While a great deal about the transfer window and it's implications to the Top Six was discussed in the extensive coverage above, the transfer window itself is bizarre this year. The deadline was imposed by the Premier League because of manager’s continually commenting year after year about players playing for them as the season started or refusing to play and then being able to move until the end of August, where they would reluctantly return for selection if their move hadn’t happened and while in principle the deadline of 9th August was good, it was flawed by the fact that other markets are open until the end of the month, opting not to follow England’s lead. Italy have imposed a deadline of next Friday (17th) but other major leagues including La Liga will have until 31st August to conclude their business which means that star players of Premier League teams could yet depart for pastures new but without their sides being able to replace them.

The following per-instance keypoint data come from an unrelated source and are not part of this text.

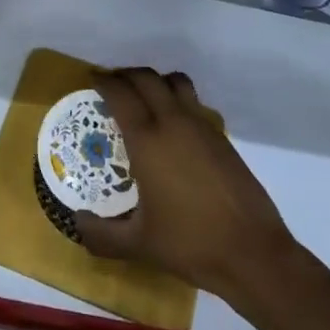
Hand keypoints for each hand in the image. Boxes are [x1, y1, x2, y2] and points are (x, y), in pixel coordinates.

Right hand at [75, 68, 295, 307]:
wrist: (252, 253)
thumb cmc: (190, 244)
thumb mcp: (138, 245)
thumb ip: (101, 235)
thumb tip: (77, 222)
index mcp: (147, 140)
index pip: (120, 94)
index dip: (103, 82)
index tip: (92, 80)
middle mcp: (173, 122)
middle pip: (146, 78)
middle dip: (126, 75)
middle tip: (112, 85)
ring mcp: (201, 127)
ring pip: (175, 82)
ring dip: (155, 81)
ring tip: (144, 98)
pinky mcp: (221, 138)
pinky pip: (193, 102)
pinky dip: (177, 100)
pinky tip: (172, 128)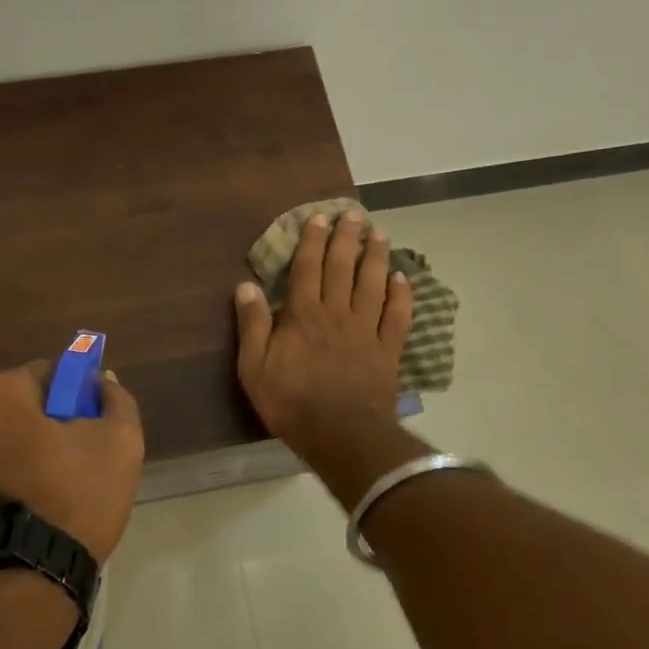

FIFA probably will look into the timing of the window and make changes for next year as a collective but there were many logistical issues this year including the World Cup and a later start to preseason for a large number of players at the elite European clubs, with those going to the latter stages only returning to training this week, days before the season started, which itself seems significantly earlier than usual following an international tournament. That is likely to play a big part in the early weeks of the season, as players fitness issues provoke tough decisions from managers on who starts, who rests, at least until the international break in September.
With everything that has occurred at the other title challengers, this really is a huge opportunity for Liverpool to challenge for the Premier League title and getting a good start from the 4 games they open the season with (West Ham, Crystal Palace, Brighton and Leicester), would certainly be a great platform to build from. It’s time to strap yourselves in for another rollercoaster of a season and for the 1st time in years the optimism is high, the hope that this is the year Liverpool win their 1st league title since 1990 lingers around with even the most pessimistic of supporters having to find it hard to argue that Liverpool’s chances of the title are realistic as opposed to a pipe dream.